"For God's Sake, Please Stop the Aid!" - African "aid" actually actively destructive - jey
http://www.spiegel.de/international/spiegel/0,1518,363663,00.html

======
DaniFong
I think that the man has a point. I think (and luckily, I'm holding no public
office, so I can think what I want) the effect includes criminal
organizations, in places other than Kenya.

I've been swayed by Joe Stiglitz's account (read, for example,
[http://en.wikipedia.org/wiki/Globalization_and_Its_Disconten...](http://en.wikipedia.org/wiki/Globalization_and_Its_Discontents)).
I'm no expert, but I've done a fair bit of reading, and my take is this:

The problem isn't the aid -- it's the onerous terms placed on extremely
fragile societies.
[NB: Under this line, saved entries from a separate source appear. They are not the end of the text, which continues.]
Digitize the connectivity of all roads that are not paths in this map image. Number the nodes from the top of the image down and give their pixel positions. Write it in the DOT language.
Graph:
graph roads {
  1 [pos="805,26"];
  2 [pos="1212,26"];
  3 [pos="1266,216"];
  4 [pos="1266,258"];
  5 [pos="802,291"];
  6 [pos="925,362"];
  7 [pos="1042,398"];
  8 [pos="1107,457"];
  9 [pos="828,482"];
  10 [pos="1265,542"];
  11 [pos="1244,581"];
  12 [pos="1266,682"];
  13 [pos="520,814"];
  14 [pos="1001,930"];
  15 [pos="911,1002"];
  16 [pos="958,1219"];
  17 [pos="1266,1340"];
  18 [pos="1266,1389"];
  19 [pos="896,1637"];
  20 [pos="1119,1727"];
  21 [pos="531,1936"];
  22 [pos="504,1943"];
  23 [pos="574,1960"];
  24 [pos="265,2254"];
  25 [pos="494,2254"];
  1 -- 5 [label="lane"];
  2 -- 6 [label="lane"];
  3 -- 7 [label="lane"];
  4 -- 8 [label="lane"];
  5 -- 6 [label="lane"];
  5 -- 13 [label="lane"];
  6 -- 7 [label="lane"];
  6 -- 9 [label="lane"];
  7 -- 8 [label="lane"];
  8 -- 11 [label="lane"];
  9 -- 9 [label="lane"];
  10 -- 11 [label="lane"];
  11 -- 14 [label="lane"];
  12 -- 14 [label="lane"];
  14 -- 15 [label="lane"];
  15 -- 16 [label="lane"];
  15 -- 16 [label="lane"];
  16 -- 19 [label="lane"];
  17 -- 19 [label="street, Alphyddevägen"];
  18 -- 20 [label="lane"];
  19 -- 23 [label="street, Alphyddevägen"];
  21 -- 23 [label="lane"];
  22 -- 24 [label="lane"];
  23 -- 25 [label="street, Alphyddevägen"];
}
This is somewhat akin to tough VC terms on startups, except
a thousand times worse - rarely do startups have military junta evolved
specifically to plunder said sources of funding.

Often, the only organizations surviving a calamity are criminal organizations
(threats on one's wellbeing are, unfortunately, one of the only dependable
crediting strategies in an economic collapse), which then grab up most of the
funds, and a self-reinforcing pattern emerges: the most corrupt organizations,
those most effective at looting aid, are in the best position to do it again.

But aid is not bad, wholesale. Ethiopia refused IMF aid, and eventually turned
it's fortunes around after an incredible period of adversity. But if they
could have taken a loan at less punitive rates, without stripping their
economy of the regulations that would eventually serve them, their economy and
population would not have suffered so miserably.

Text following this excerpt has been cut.